Aedion steered Ren back toward the tower entrance. “We need to talk to Rolfe.”
Not about hellfire at the southern and western gates. Not at all.
They waited until cover of darkness, when Morath’s spies might not spot the small band of them who crept, mile after mile, across the Plain of Theralis.
Clad in battle-black, they moved over the field that would once more become bathed in blood. When they reached the landmarks that Aedion and Ren had used the daylight hours to plan out, Aedion held up a hand.
The Silent Assassins lived up to their name as Ilias signaled back and they spread out. Amongst them moved Rolfe’s Mycenians, bearing their heavy loads.
But it was the shape-shifter who began to work first.
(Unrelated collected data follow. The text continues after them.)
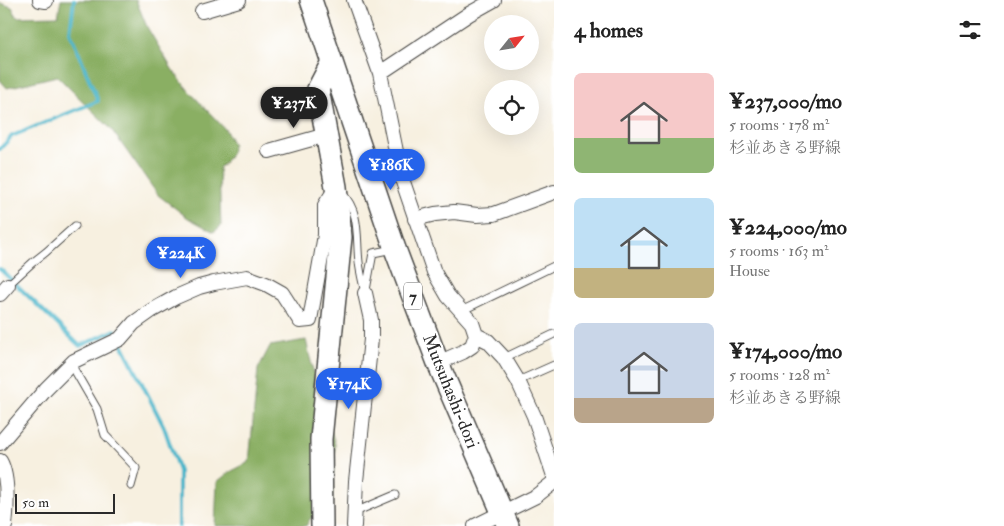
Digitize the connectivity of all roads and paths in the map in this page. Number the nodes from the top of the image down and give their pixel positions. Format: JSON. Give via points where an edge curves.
{"nodes":[{"id":1,"x":239,"y":0,"type":"edge"},
{"id":2,"x":311,"y":0,"type":"edge"},
{"id":3,"x":354,"y":0,"type":"edge"},
{"id":4,"x":494,"y":0,"type":"edge"},
{"id":5,"x":202,"y":11,"type":"dead end"},
{"id":6,"x":332,"y":62,"type":"junction"},
{"id":7,"x":380,"y":73,"type":"junction"},
{"id":8,"x":326,"y":135,"type":"junction"},
{"id":9,"x":269,"y":151,"type":"dead end"},
{"id":10,"x":336,"y":187,"type":"junction"},
{"id":11,"x":554,"y":192,"type":"edge"},
{"id":12,"x":415,"y":219,"type":"junction"},
{"id":13,"x":75,"y":226,"type":"dead end"},
{"id":14,"x":395,"y":249,"type":"junction"},
{"id":15,"x":554,"y":266,"type":"edge"},
{"id":16,"x":7,"y":286,"type":"edge"},
{"id":17,"x":365,"y":293,"type":"junction"},
{"id":18,"x":461,"y":311,"type":"junction"},
{"id":19,"x":554,"y":334,"type":"edge"},
{"id":20,"x":476,"y":335,"type":"junction"},
{"id":21,"x":504,"y":358,"type":"junction"},
{"id":22,"x":438,"y":363,"type":"junction"},
{"id":23,"x":72,"y":364,"type":"junction"},
{"id":24,"x":554,"y":365,"type":"edge"},
{"id":25,"x":518,"y":381,"type":"junction"},
{"id":26,"x":0,"y":444,"type":"edge"},
{"id":27,"x":551,"y":458,"type":"edge"},
{"id":28,"x":0,"y":460,"type":"edge"},
{"id":29,"x":554,"y":476,"type":"edge"},
{"id":30,"x":554,"y":482,"type":"edge"},
{"id":31,"x":131,"y":486,"type":"dead end"},
{"id":32,"x":395,"y":495,"type":"dead end"},
{"id":33,"x":3,"y":507,"type":"edge"},
{"id":34,"x":355,"y":512,"type":"junction"},
{"id":35,"x":505,"y":519,"type":"edge"},
{"id":36,"x":5,"y":526,"type":"edge"},
{"id":37,"x":322,"y":526,"type":"edge"},
{"id":38,"x":354,"y":526,"type":"edge"},
{"id":39,"x":475,"y":526,"type":"edge"}],
"edges":[{"from":1,"to":5,"type":"street"},
{"from":2,"to":6,"type":"main road","name":"Mutsuhashi-dori","number":"7"},
{"from":3,"to":7,"type":"street"},
{"from":4,"to":7,"type":"street"},
{"from":6,"to":8,"type":"main road","via":[[318,90]]},
{"from":6,"to":14,"type":"main road","name":"Mutsuhashi-dori","number":"7"},
{"from":7,"to":12,"type":"street","via":[[401,176]]},
{"from":8,"to":9,"type":"street"},
{"from":8,"to":10,"type":"main road"},
{"from":10,"to":17,"type":"lane","via":[[350,201],[358,228],[359,262]]},
{"from":10,"to":23,"type":"street","via":[[326,205],[325,235],[310,320],[300,321],[282,293],[247,276],[214,282],[151,311],[120,339]]},
{"from":10,"to":37,"type":"main road","via":[[341,237],[321,438]]},
{"from":11,"to":12,"type":"street","via":[[494,214],[477,216],[454,212]]},
{"from":12,"to":18,"type":"street","via":[[434,272]]},
{"from":13,"to":16,"type":"lane"},
{"from":14,"to":17,"type":"lane","via":[[374,253]]},
{"from":14,"to":22,"type":"main road","name":"Mutsuhashi-dori","number":"7"},
{"from":15,"to":18,"type":"lane"},
{"from":17,"to":34,"type":"street","via":[[372,339]]},
{"from":18,"to":20,"type":"street","via":[[472,323]]},
{"from":19,"to":21,"type":"lane"},
{"from":20,"to":21,"type":"street","via":[[488,341]]},
{"from":20,"to":22,"type":"street","via":[[472,346]]},
{"from":21,"to":25,"type":"street"},
{"from":22,"to":35,"type":"main road","name":"Mutsuhashi-dori","number":"7"},
{"from":23,"to":26,"type":"street","via":[[46,389]]},
{"from":23,"to":31,"type":"lane","via":[[97,409],[104,435],[136,468]]},
{"from":24,"to":25,"type":"lane"},
{"from":25,"to":27,"type":"street"},
{"from":27,"to":29,"type":"street"},
{"from":28,"to":33,"type":"street","via":[[6,488]]},
{"from":30,"to":35,"type":"street"},
{"from":32,"to":34,"type":"lane"},
{"from":33,"to":36,"type":"street"},
{"from":34,"to":38,"type":"street"},
{"from":35,"to":39,"type":"street"}]}
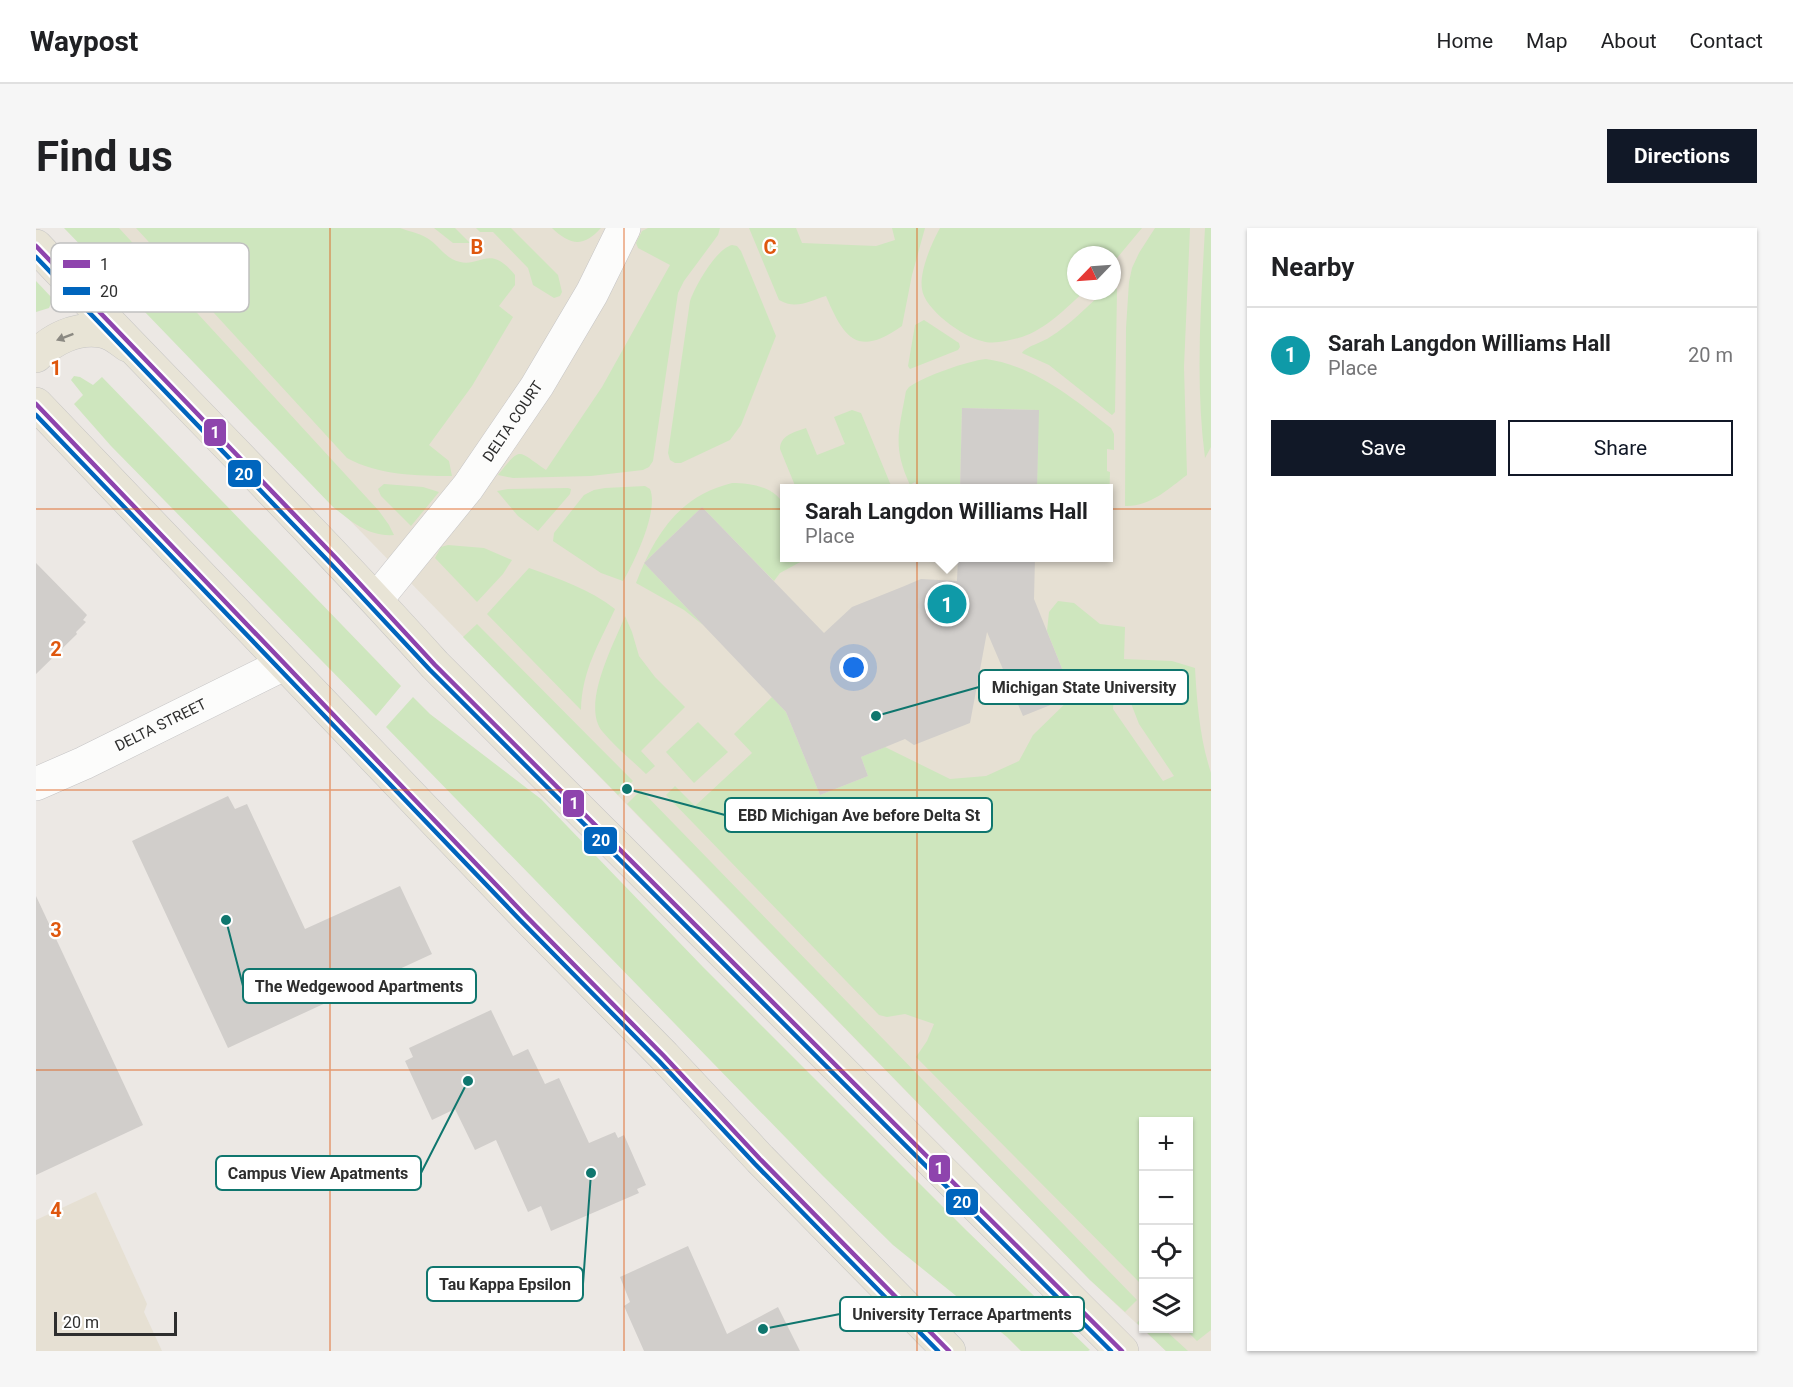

Turning herself into a giant badger, bigger than a horse, who scooped out the frozen earth with skilled, strong paws.
The scent of her blood filled the air, but Lysandra didn’t stop digging.
And when she’d finished the first pit, she moved on to the next, leaving the group of Silent Assassins and Mycenians to lay their trap, then bury it once more.
The brutal wind moaned past them. Yet they worked through the night, used every minute given to them. And when they were done, they vanished back to the city, invisible once more.
Morath appeared on the horizon a day later.
From the castle’s highest towers and walkways, every marching line could be counted. One after another after another.
Her hands still bruised and bandaged from digging through frozen earth, Lysandra stood with an assortment of their allies on one of those walkways, Evangeline clinging to her.
“That’s fifteen thousand,” Ansel of Briarcliff announced as yet another line emerged. No one said anything. “Twenty.”
“Morath must be empty to now have so many here,” Prince Galan murmured.
Evangeline trembled, not entirely from the cold, and Lysandra tightened her arm around the girl. Down the wall of the walkway, Darrow and the other Terrasen lords spoke quietly. As if sensing Lysandra’s attention, Darrow threw a narrow glance her way—that then dipped to the pale-faced, shaking Evangeline. Darrow said nothing, and Lysandra didn’t bother to look pleasant, before he turned back to his companions.
“That’s thirty,” Ansel said.
“We can count,” Rolfe snipped.
Ansel lifted a wine-red brow. “Can you really?”
Despite the army marching on them, Lysandra’s mouth twitched upward.
Rolfe just rolled his eyes and went back to watching the approaching army.
“They won’t arrive until dawn at the earliest,” Aedion observed, his face grim.
She had not yet decided what form to take. Where to fight. If ilken still flew in their ranks, then it would be a wyvern, but if closer quarters were required, then … she hadn’t decided. No one had asked her to be anywhere in particular, though Aedion’s request the other night to assist in their wild plan had been a rare reprieve from these days of waiting and dreading.
She’d gladly take days of pacing instead of what approached them.
“Fifty thousand,” Ansel said, throwing a wry glance to Rolfe.
Lysandra swallowed against the tightness in her throat. Evangeline pressed her face into Lysandra’s side.
And then the witch towers took form.
Like massive lances jutting from the horizon, they appeared through the gray morning light. Three of them, spread out equally amid the army that continued to flow behind them.
Even Ansel stopped counting now.
“I did not think it would be so terrible,” Evangeline whispered, hands digging into Lysandra’s heavy cloak. “I did not think it would be so wretched.”